Politique

Litiges fonciers à Douala, la presse camerounaise clochardisée

Au Cameroun, la quête de la « pitance » par les responsables des médias illustre la précarité extrême du secteur
Entre salaires impayés, subventions publiques jugées dérisoires et crise de la presse écrite, la survie économique des entreprises de presse pousse souvent certains dirigeants vers des dérives contraires à l’éthique. Les réalités quotidiennes des patrons de presse et directeurs de publication s’articulent autour de plusieurs facteurs, notamment la précarité structurelle et financière. D’où le phénomène du « journalisme alimentaire ». Pour payer les charges, l’impression et les collaborateurs, beaucoup de directeurs de publication sont contraints de jouer des rôles ingrats pour la survie. Leurs services sont vendus même au diable contre des espèces sonnantes et trébuchantes. C’est le cas des litiges fonciers que connaissent la ville de Douala. Le pire, c’est cette guéguerre entre le préfet du Wouri et son supérieur hiérarchique, le gouverneur de la région du Littoral.
De sources dignes de foi, plusieurs journalistes et certains patrons de presse étaient reçus dans un hôtel à Bonamoussadi – Douala où ils auraient perçu des sommes allant de 25 000 Fcfa à 200.000 Fcfa. D’après nos sources une certaine élite mieux placée dans le gouvernement alimenterait cette discorde entre ces deux autorités. Il faut rappeler qu’à son arrivée à Douala, le préfet Sylac Marie Mvogo faisait savoir à qui voulait l’entendre qu’il serait l’oeil et l’oreille du Secrétaire général de la présidence de la République ainsi que du ministre de l’Administration territoriale (Minat ). On comprend dès lors sa saisine du Minat contre son supérieur hiérarchique. Mais tout ceci reste à vérifier. Son zèle, son arrogance, son mépris et son insubordination dépassent les populations du Littoral. Les conseillers régionaux, le maire de la ville de Douala, les maires de communes, les chefs d’entreprises et hommes d’affaires en ont ras-le-bol de celui qu’on surnomme aujourd’hui “le roi de la gaffe” À cette cacophonie se joint les hommes de médias pour quelques billets de banque. Vivement que le Chef de l’État sifle la fin de cette guerre administrative qui nuit à la tranquillité de paisibles citoyens.

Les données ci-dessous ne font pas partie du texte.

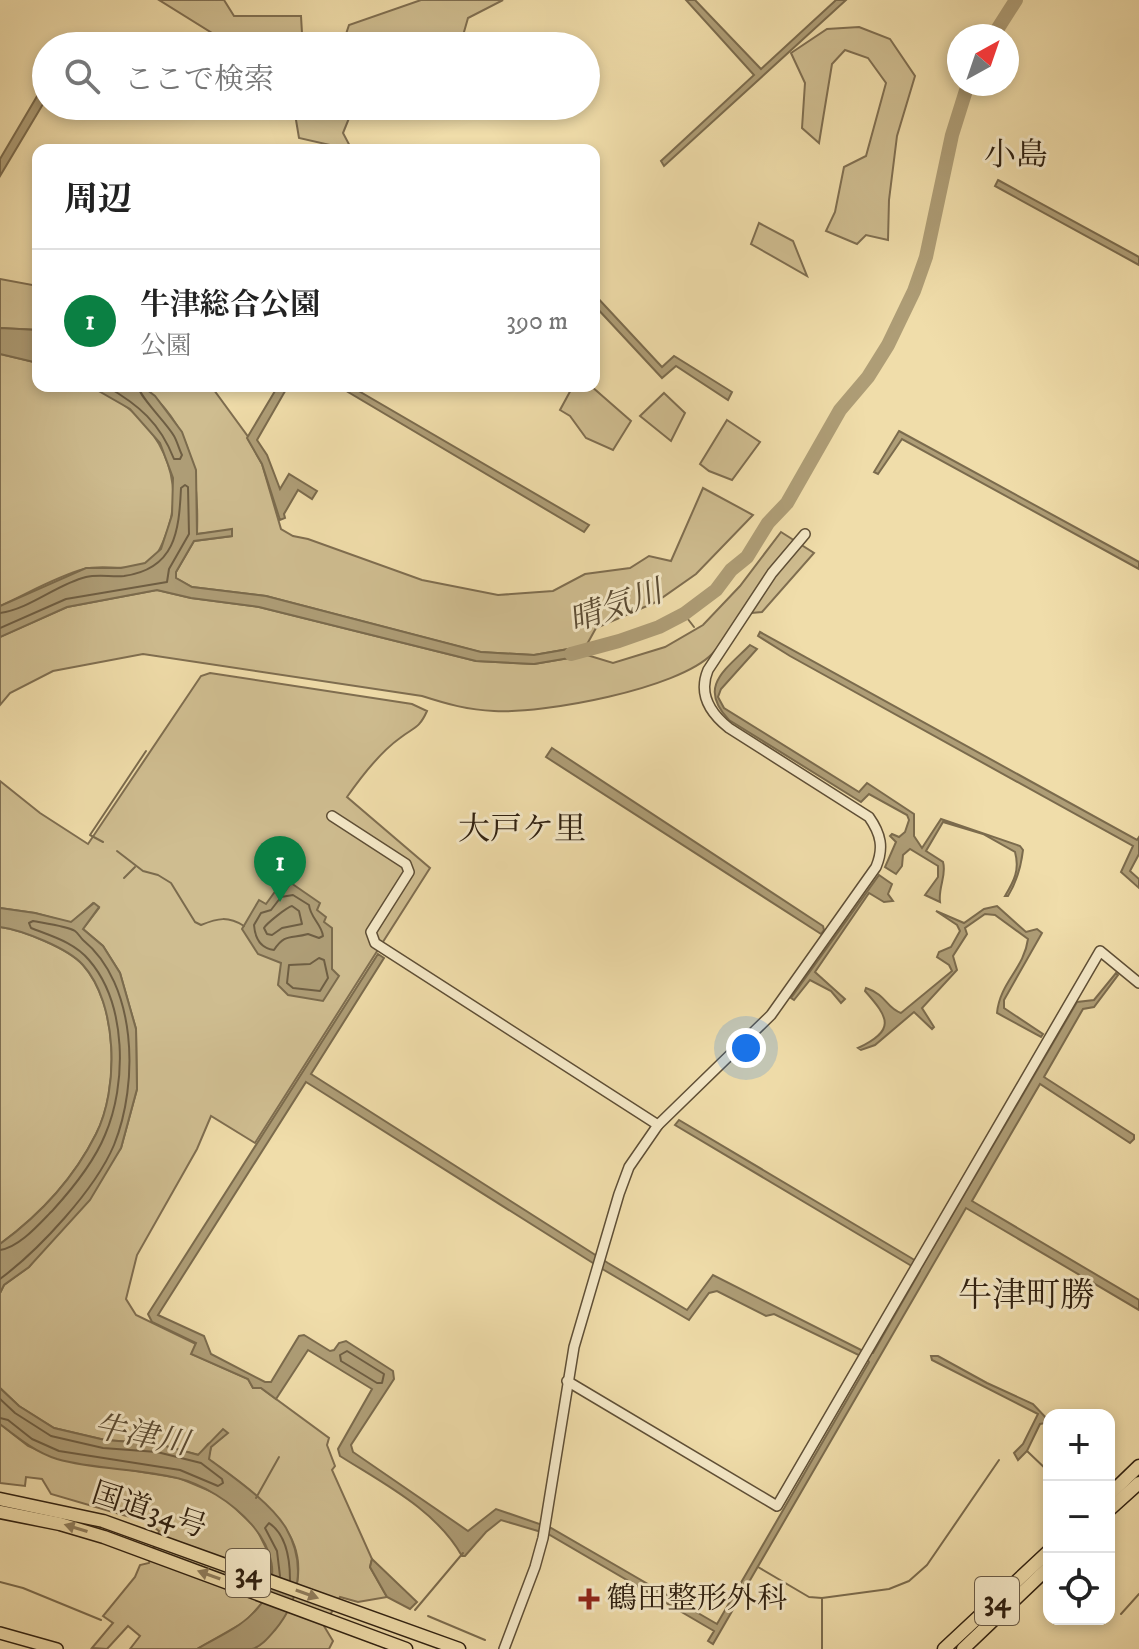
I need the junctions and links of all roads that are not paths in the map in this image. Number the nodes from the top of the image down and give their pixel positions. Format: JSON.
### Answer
{"nodes":[{"id":1,"x":805,"y":534,"type":"dead end"},
{"id":2,"x":332,"y":816,"type":"dead end"},
{"id":3,"x":1139,"y":983,"type":"edge"},
{"id":4,"x":658,"y":1125,"type":"junction"},
{"id":5,"x":567,"y":1381,"type":"junction"},
{"id":6,"x":1139,"y":1466,"type":"edge"},
{"id":7,"x":1139,"y":1483,"type":"edge"},
{"id":8,"x":1115,"y":1489,"type":"edge"},
{"id":9,"x":0,"y":1499,"type":"edge"},
{"id":10,"x":1115,"y":1505,"type":"edge"},
{"id":11,"x":0,"y":1512,"type":"edge"},
{"id":12,"x":1047,"y":1553,"type":"edge"},
{"id":13,"x":1043,"y":1573,"type":"edge"},
{"id":14,"x":0,"y":1633,"type":"edge"},
{"id":15,"x":57,"y":1649,"type":"edge"},
{"id":16,"x":406,"y":1649,"type":"edge"},
{"id":17,"x":459,"y":1649,"type":"edge"},
{"id":18,"x":504,"y":1649,"type":"edge"},
{"id":19,"x":944,"y":1649,"type":"edge"},
{"id":20,"x":963,"y":1649,"type":"edge"}],
"edges":[{"from":1,"to":4,"type":"street"},
{"from":2,"to":4,"type":"street"},
{"from":3,"to":5,"type":"street"},
{"from":4,"to":5,"type":"street"},
{"from":5,"to":18,"type":"street"},
{"from":6,"to":8,"type":"highway"},
{"from":7,"to":10,"type":"highway"},
{"from":9,"to":17,"type":"highway","name":"国道34号","number":"34","one_way":true},
{"from":16,"to":11,"type":"highway","name":"国道34号","number":"34","one_way":true},
{"from":12,"to":19,"type":"highway","number":"34"},
{"from":13,"to":20,"type":"highway","number":"34"},
{"from":14,"to":15,"type":"main road"}]}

Douala, véritable bombe à retardement

Le préfet Sylac Marie Mvogo serait accusé d’être en mission pour déstabiliser la paix et la cohésion sociale si chères au président Biya

C’est en réalité un appel lancé à l’endroit du chef de l’État, un cri de cœur des populations de Douala contre le préfet du département du Wouri. Depuis sa nomination dans la région du Littoral, plus précisément à Douala comme préfet du Wouri, cet administrateur civil hors échelle, Sylac Marie Mvogo est devenu une véritable menace pour la paix, d la stabilité et la cohésion sociale dans cette ville très sensible sur la question de sécurité. À moins de deux ans, il aurait déjà attribué près de 23 hectares de terrain dans cette ville au marché de la gare. Voilà monsieur le président de la République ce qui peut expliquer le fait qu’il se retrouve au Tribunal avec ses administrés, et impliqué dans plusieurs litiges fonciers. Les populations, les chefs traditionnels et autres en ont ras-le-bol de son mépris, son insubordination, et son zèle parce que dit-on, il serait protegé au haut niveau du gouvernement.

Monsieur le président de la République, vos électeurs demandent de trouver une solution avant qu’il ne soit trop tard. Car la paix et sérénité ne tiennent qu’à un fil dans une ville comme Douala où il suffit juste d’un étincelle pour qu’elle s’embrase. Dans le littige foncier du marché de la gare avec la mairie de Douala 2, Sylac Marie Mvogo aurait été au centre des tractations qui l’on conduit à la rétrocession de 23 hectares en 48 heures aux particuliers. Il nous souvient que certains marchés avaient été rétrocéder aux maires du Wouri par le gouverneur Okalia Bilaï, à l’époque préfet du Wouri, le Dr Fritz Ntone Ntone étant délégué communauté urbaine Douala. Ça fait plus de 15 ans aujourd’hui. Le Wouri a vu trois préfets passés. Mais il a fallu être Sylac Marie Mvogo pour brader les terrains des marchés. C’est dire que ses prédécesseurs n’avaient pas un goût prononcé pour l’argent. C’est toujours lui au cœur du désordre foncier à Japoma. Il a fallu batailler fort pour le marché de la gare soit construit. Aujourd’hui c’est le marché des femmes, mais qui serait vendu par le préfet.

Hervé Villars Kibong
PDG du Groupe Médias Flèche D’Afrique et Regards Sur le Monde TV (RSM TV)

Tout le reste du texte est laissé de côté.